Thursday 7 April 2011

The Chief

As we oil and fuel up the tractor I see his hand on the pump. I hear his voice as George explains the role of a tractor's governor and it is his right hand I see on the steering wheel as I as corner the tractor at the end of each drill. I smile as I imagine him shouting 'lock hard, now, lock hard!' and gesturing to the left or right as I reverse the ute and trailer.

The almost acrid, but reassuringly familiar smell of the farm workshop; a mix of gear-oil, soil, hay and something else that I can't describe and suddenly I am five years old again, sitting on the workshop floor busily 'helping' him, separating nails from screws or by spinning the lever of the bench-vice as he manoeuvred some awkward piece of metal into place with his 'good arm'.

The grease-gun laying casually on the workshop bench launches another fleet of childhood memories, like trying in vain to recover a thick dark squiggle of dust-coated grease from the workshop bench. Gloriously messy and very important work for tiny hands and dirty fingernails.
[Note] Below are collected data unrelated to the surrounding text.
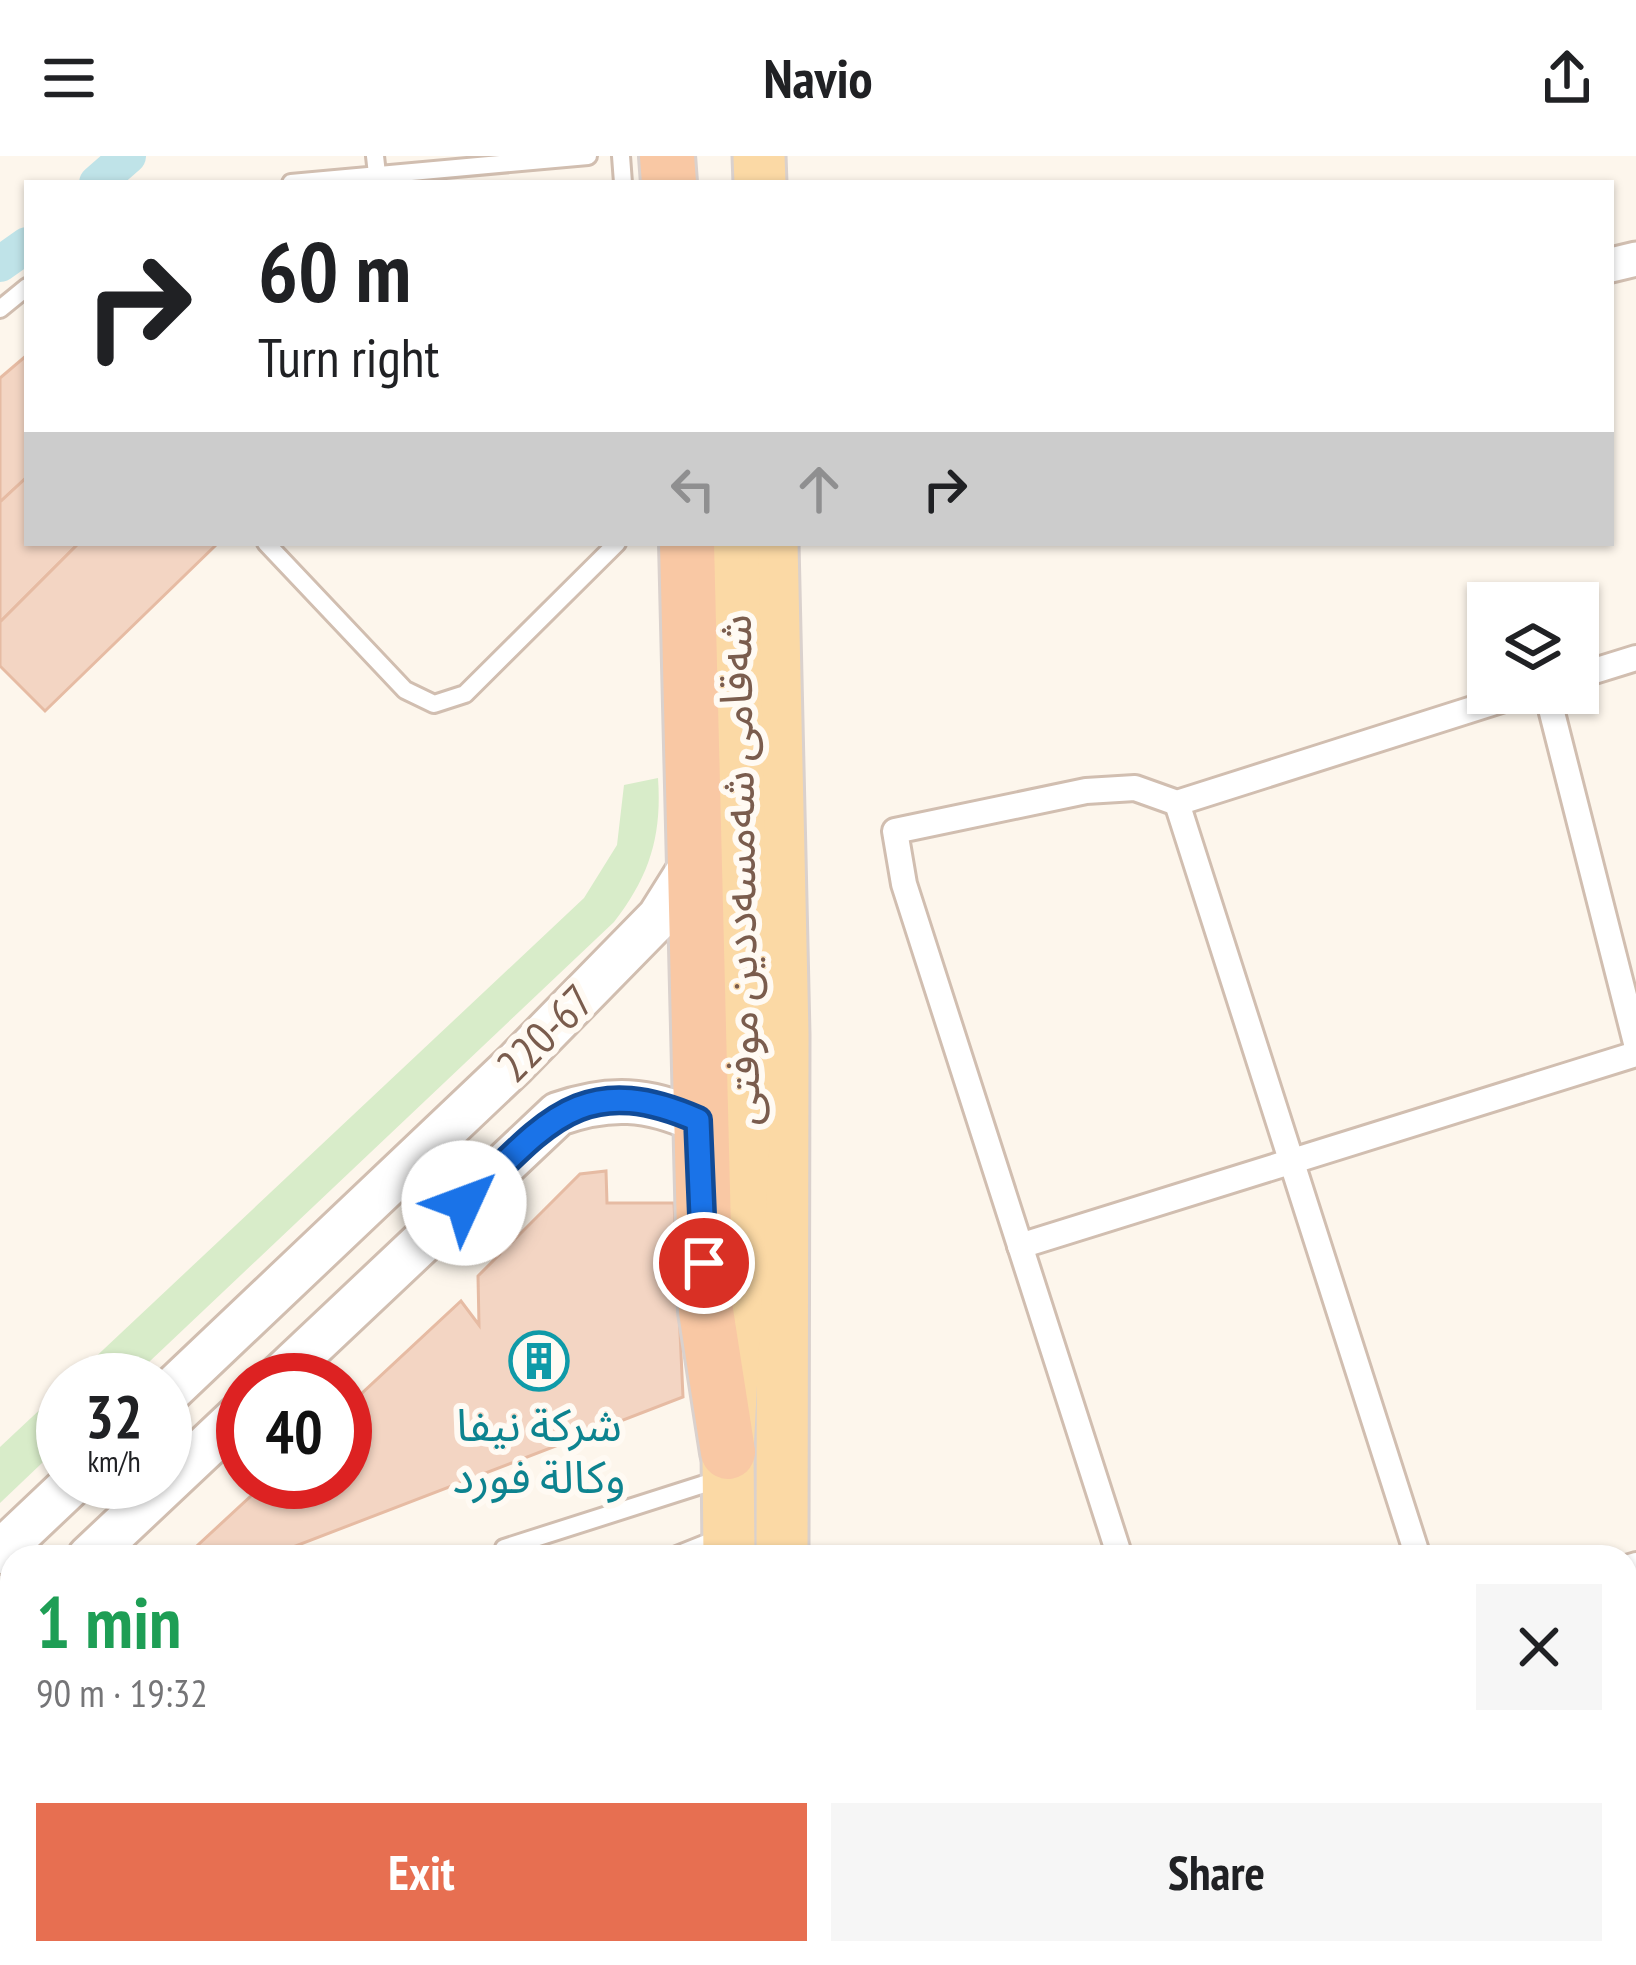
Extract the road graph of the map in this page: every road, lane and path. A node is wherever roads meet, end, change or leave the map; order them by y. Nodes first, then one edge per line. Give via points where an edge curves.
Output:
1 (588, 156) edge
2 (376, 165) edge
3 (306, 180) edge
4 (269, 546) edge
5 (614, 546) edge
6 (687, 546) edge
7 (733, 546) edge
8 (772, 546) edge
9 (1636, 658) edge
10 (1599, 669) edge
11 (1467, 711) edge
12 (1553, 714) edge
13 (1177, 803) junction
14 (698, 854) junction
15 (1628, 989) edge
16 (1636, 1043) edge
17 (1636, 1054) edge
18 (515, 1064) junction
19 (558, 1114) junction
20 (698, 1120) junction
21 (1294, 1157) junction
22 (1020, 1246) junction
23 (306, 1353) edge
24 (192, 1370) edge
25 (216, 1437) edge
26 (728, 1464) junction
27 (45, 1509) edge
28 (7, 1545) edge
29 (102, 1545) edge
30 (512, 1545) edge
31 (729, 1545) edge
32 (782, 1545) edge
33 (1116, 1545) edge
34 (1414, 1545) edge

1 - 2 lane
2 - 3 lane
4 - 5 lane via 406,690 434,704 465,694
6 - 14 highway
7 - 26 main road, شەقامی شەمسەددین موفتی via 745,1124
8 - 32 main road, شەقامی شەمسەددین موفتی via 783,1035
9 - 10 street
11 - 13 street
12 - 15 street
13 - 21 street
13 - 22 street via 1135,788 1086,791 895,831 904,884
14 - 18 street, 220-67 via 659,917
14 - 20 highway
15 - 16 street
17 - 21 street
18 - 19 street via 552,1076
18 - 24 street, 220-67
19 - 20 street, 220-67 via 629,1100
19 - 23 street, 220-67
20 - 26 highway via 706,1311
21 - 22 street
21 - 34 street
22 - 33 street
25 - 29 street
26 - 30 lane
26 - 31 main road, شەقامی شەمسەددین موفتی
27 - 28 street

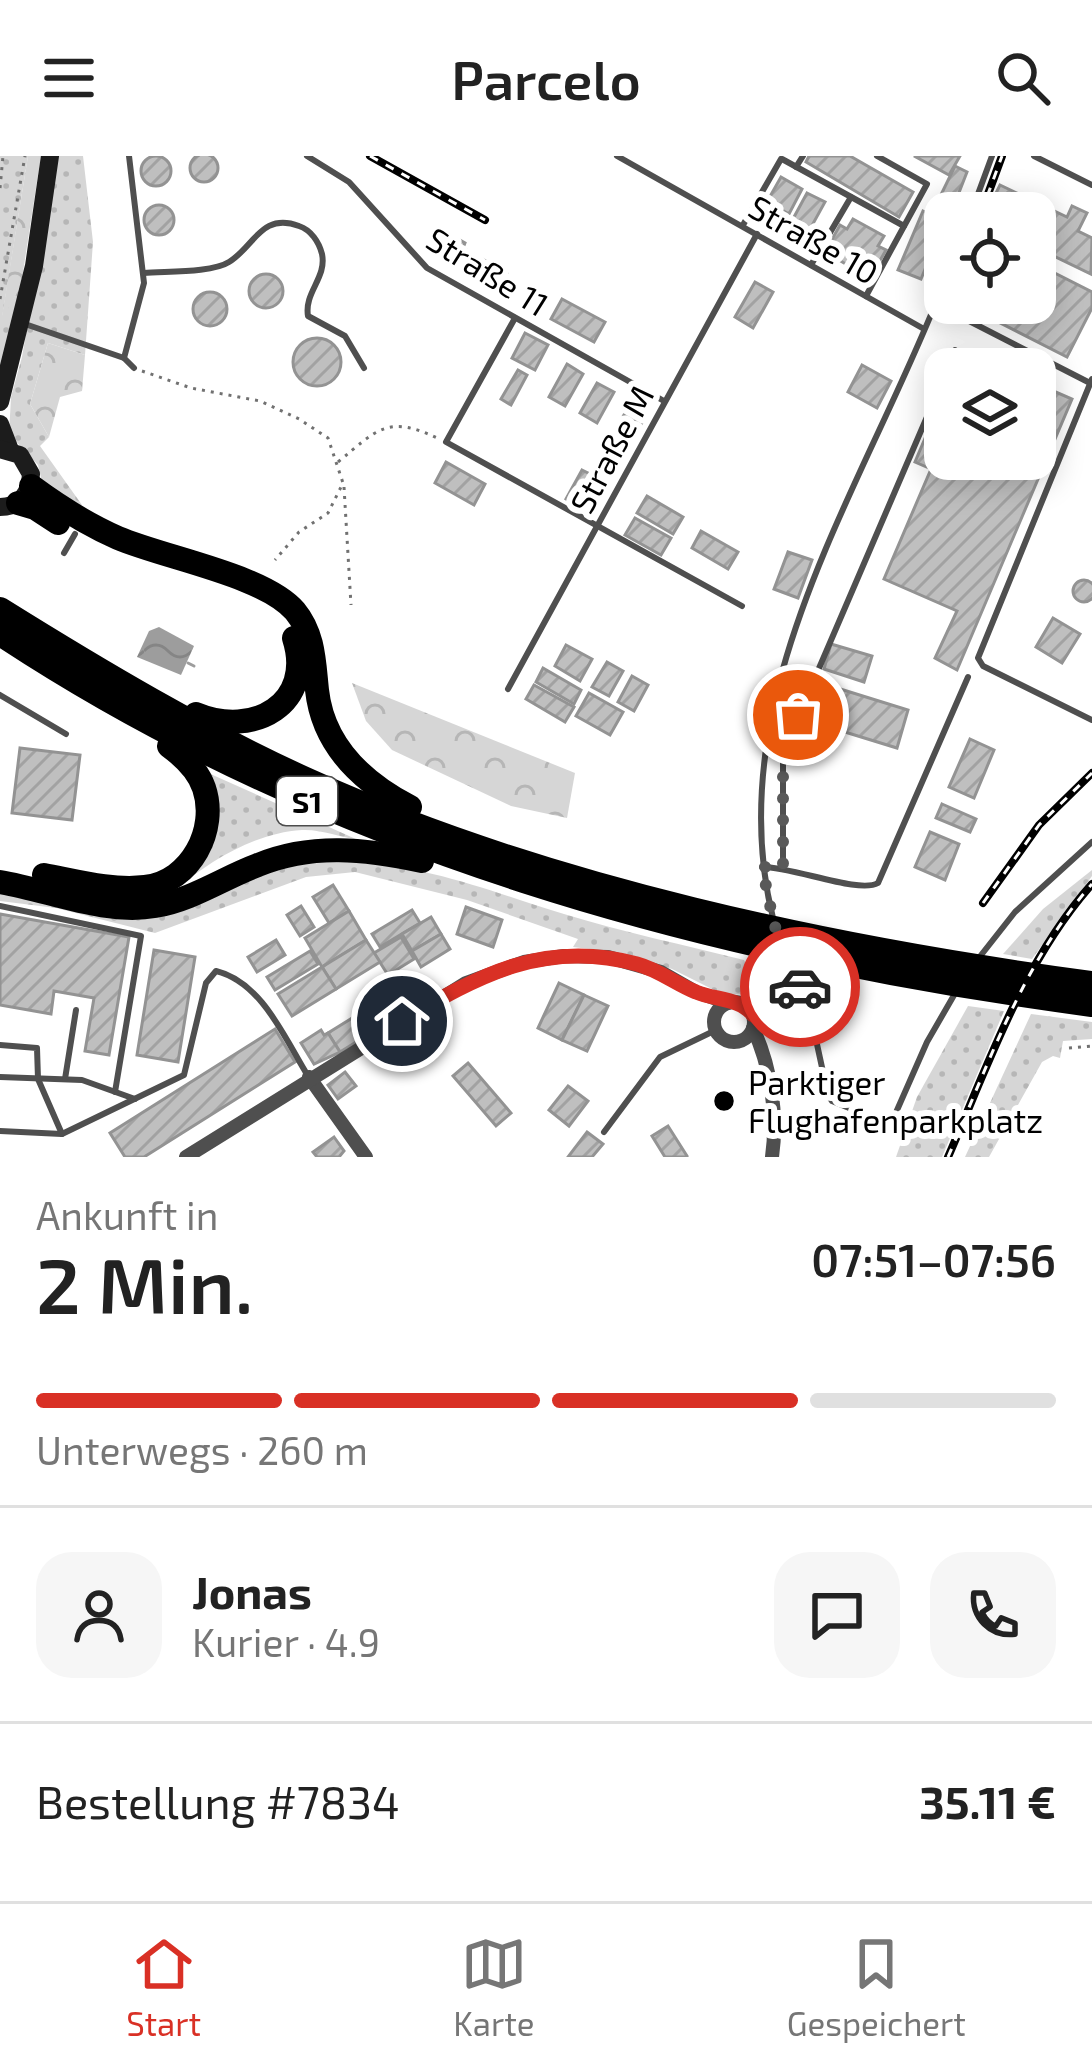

A few days ago, I graduated from wellies to elastic-sided working boots. The same sort of boot that he wore every day of his working life. All weather boots that protected from the frost and mud of ploughing, the long dusty days of seed-sowing, the heat and chaff from of barley harvesting and the cold and wet of the sugar beet harvesting.

As I child, I learned the rhythm of his gait in those boots, with my little legs trying to keep up to him striding across the land, or through the haggard, or around the corner of the house as night fell. That same stride, just slower, that good old Toby waited on in later years.

I now recognise the residents of this house by their footsteps. I can even distinguish between the dogs as they race along the veranda at night in hot pursuit of a rogue possum or bandicoot.

Today, on the third anniversary of his death, I heard the echo of the chief's footsteps as I walked along in my working boots. Daddy's boots are too big for me to fill, but for a brief moment 12,000 miles away from where he walked and worked the land, I was following in his footsteps.